First of all, English sounds weird if you eliminate articles like "the." Compare "entwine bosom" with "entwine the bosom" (or "my bosom," etc.). In Chinese, and especially in Chinese poetry, "content words" can be arranged to create meaning themselves, without adding many "function words" for structure. This often reduces clarity, but creates more potential for "uncluttered" aesthetic expression.

Second, this phrase contains the character "緒 xù," which I have translated using the very weak English "feelings," but which originally means "the ends of threads." In its practical usage, this character is often used to talk about subtle thoughts or emotions lingering in the mind. The choice of "緒 xù" works perfectly with the next character "縈 yíng," "to entwine." Put together, the phrase conveys sorrowful "strands" of emotion wrapping around one's bosom.
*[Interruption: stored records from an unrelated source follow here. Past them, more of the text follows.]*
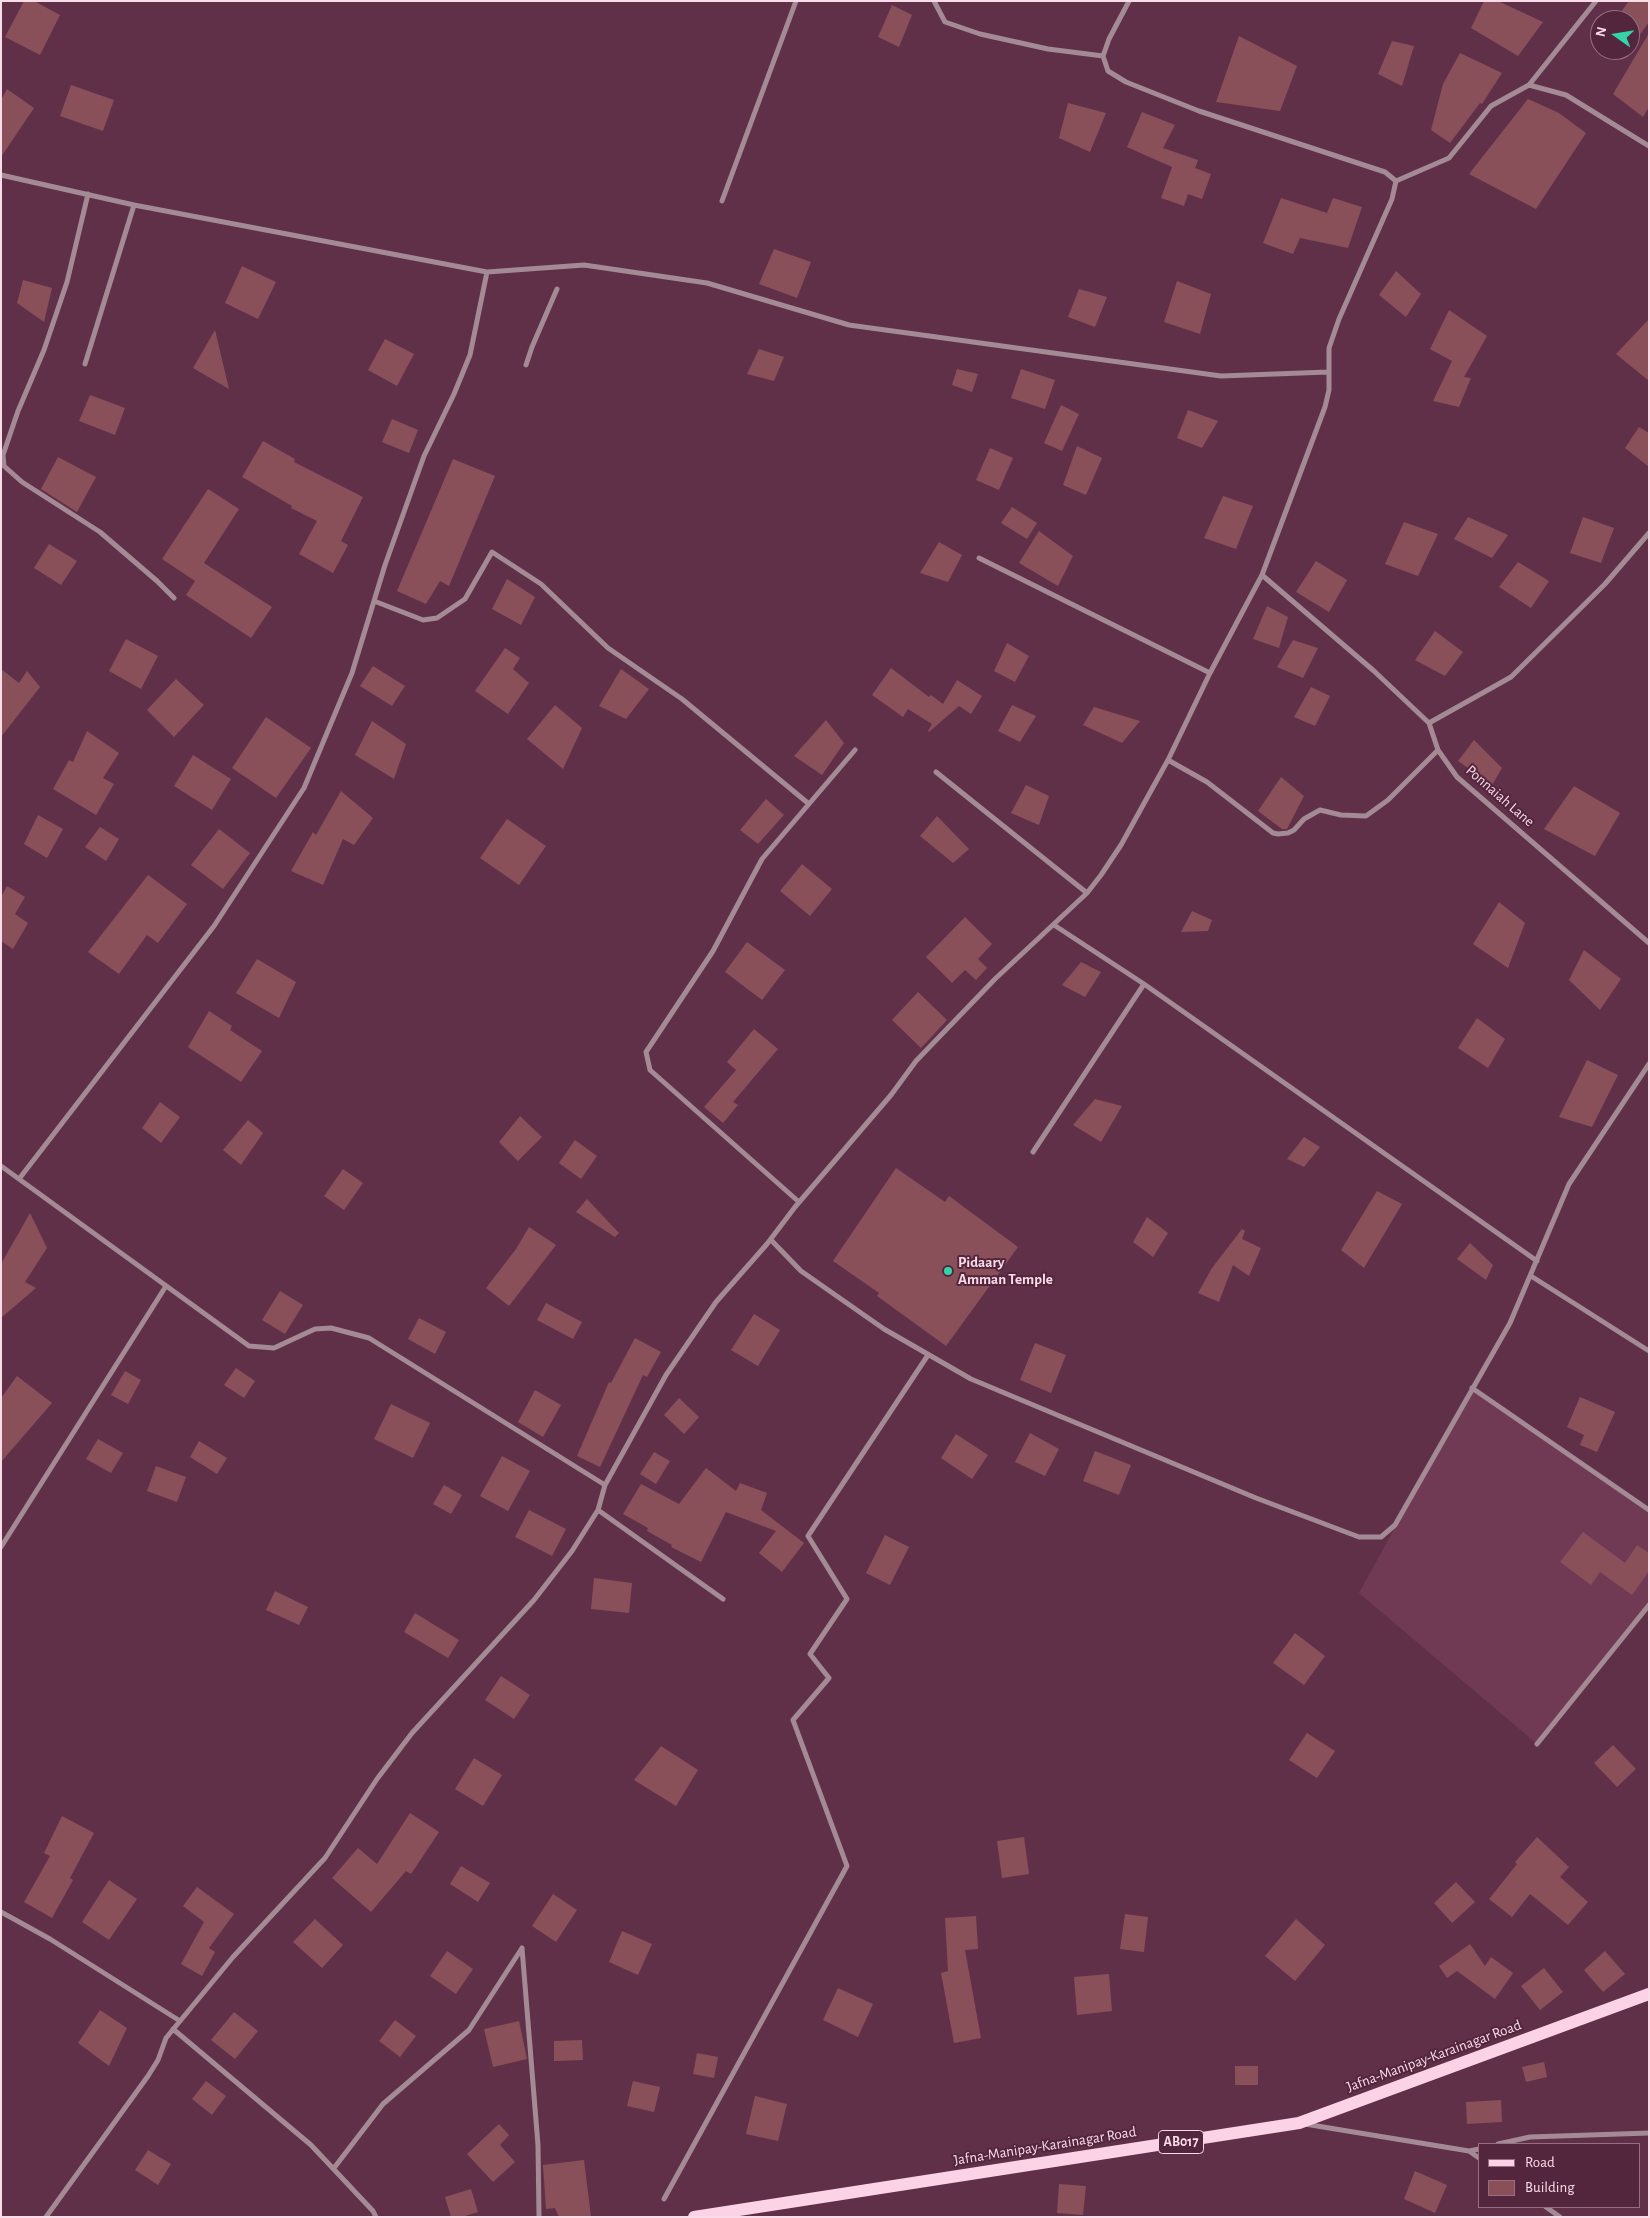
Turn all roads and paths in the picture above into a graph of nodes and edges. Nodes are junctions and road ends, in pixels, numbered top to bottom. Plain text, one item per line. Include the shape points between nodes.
1 (796, 1) edge
2 (934, 1) edge
3 (1129, 1) edge
4 (1596, 1) edge
5 (1103, 56) junction
6 (1529, 85) junction
7 (1649, 146) edge
8 (1, 175) edge
9 (1396, 181) junction
10 (88, 194) junction
11 (722, 201) dead end
12 (134, 204) junction
13 (487, 272) junction
14 (557, 289) dead end
15 (85, 364) dead end
16 (526, 365) dead end
17 (1328, 372) junction
18 (1649, 533) edge
19 (979, 558) dead end
20 (1262, 575) junction
21 (174, 598) dead end
22 (374, 601) junction
23 (1210, 673) junction
24 (1429, 723) junction
25 (855, 750) dead end
26 (1438, 750) junction
27 (1168, 760) junction
28 (936, 772) dead end
29 (809, 804) junction
30 (1087, 893) junction
31 (1054, 924) junction
32 (1649, 943) edge
33 (1144, 984) junction
34 (1649, 1064) edge
35 (1033, 1152) dead end
36 (1, 1166) edge
37 (19, 1179) junction
38 (799, 1202) junction
39 (771, 1240) junction
40 (1538, 1261) junction
41 (1531, 1276) junction
42 (166, 1286) junction
43 (1649, 1351) edge
44 (928, 1354) junction
45 (1472, 1388) junction
46 (606, 1485) junction
47 (598, 1510) junction
48 (1649, 1510) edge
49 (1, 1547) edge
50 (723, 1599) dead end
51 (1649, 1606) edge
52 (1537, 1744) dead end
53 (1, 1912) edge
54 (1649, 1994) edge
55 (180, 2022) junction
56 (173, 2029) junction
57 (1299, 2123) junction
58 (1649, 2133) edge
59 (1503, 2143) edge
60 (1478, 2149) edge
61 (1469, 2151) junction
62 (1478, 2157) edge
63 (334, 2168) junction
64 (664, 2200) dead end
65 (1547, 2208) edge
66 (46, 2217) edge
67 (376, 2217) edge
68 (539, 2217) edge
69 (694, 2217) edge
70 (1560, 2217) edge

1 - 11 street
2 - 5 street via 945,22 980,34 1048,49
3 - 5 street
4 - 6 street
5 - 9 street via 1108,71 1126,82 1199,111 1385,172
6 - 7 street via 1566,95
6 - 9 street via 1491,106 1450,158
8 - 10 street
9 - 17 street via 1392,199 1338,319 1329,348
10 - 12 street
10 - 21 street via 67,282 44,350 18,411 3,455 4,466 22,482 100,532
12 - 13 street
12 - 15 street
13 - 17 street via 584,265 707,283 849,325 1221,376
13 - 22 street via 470,355 424,456
14 - 16 street
17 - 20 street via 1329,390 1325,407
18 - 24 street via 1605,584 1511,677
19 - 23 street
20 - 23 street
20 - 24 street, Ponnaiah Lane
22 - 29 street via 423,620 436,618 465,599 492,552 541,584 608,648 682,699
22 - 37 street via 352,674 304,788 214,926
23 - 27 street
24 - 26 street, Ponnaiah Lane
25 - 29 street
26 - 27 street via 1388,800 1366,816 1320,810 1308,816 1294,830 1278,834 1207,782
26 - 32 street, Ponnaiah Lane via 1457,777
27 - 30 street via 1121,845
28 - 30 street
29 - 38 street via 762,859 713,951 646,1052 650,1070
30 - 31 street
31 - 33 street
31 - 38 street via 995,979 916,1061
33 - 35 street
33 - 40 street
34 - 40 street via 1569,1184
36 - 37 street
37 - 42 street
38 - 39 street
39 - 44 street via 801,1272 884,1329
39 - 46 street via 710,1310 666,1375
40 - 41 street
41 - 43 street
41 - 45 street via 1510,1323
42 - 46 street via 249,1346 274,1348 315,1329 331,1328 369,1338
42 - 49 street
44 - 45 street via 971,1378 1256,1498 1359,1537 1381,1537 1395,1525
44 - 64 street via 808,1536 847,1599 810,1654 829,1678 793,1720 847,1866
45 - 48 street
46 - 47 street
47 - 50 street
47 - 55 street via 572,1551 534,1600 412,1732 325,1858 233,1957
51 - 52 street
53 - 55 street via 50,1939
54 - 57 main road, Jafna-Manipay-Karainagar Road / AB017
55 - 56 street
56 - 63 street
56 - 66 street via 148,2076
57 - 61 street
57 - 69 main road, Jafna-Manipay-Karainagar Road / AB017
58 - 59 street via 1530,2137
60 - 61 street
61 - 62 street
63 - 67 street
63 - 68 street via 383,2104 469,2030 522,1948 538,2145
65 - 70 street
It would be difficult to achieve the metaphorical resonance and brevity of the original in an English translation.

The third and final reason this phrase stands out is not for its meaning, but its visual complexity. These four characters are noticeably denser than the previous four characters. They are complicated, requiring many more brush strokes to write, but are still relatively well-balanced. This is the sort of phrase I would enjoy transcribing into calligraphy.

As a disclaimer, it is obviously true that there are many examples of English poetry which would translate clumsily into Chinese. I bring up this phrase only to demonstrate how certain features of Chinese the visual identity of characters, the lack of dependence on function particles give it unique aesthetic potential.

Wiser

發了橫財不散財,必有災禍天上來

Fā le héngcái bù sàncái, bì yŏu zāihuò tiān shàng lái

The above aphorism means something like, "To accumulate and not disperse will result in heaven's curse." (I tried to retain the rhyming feature of the original.)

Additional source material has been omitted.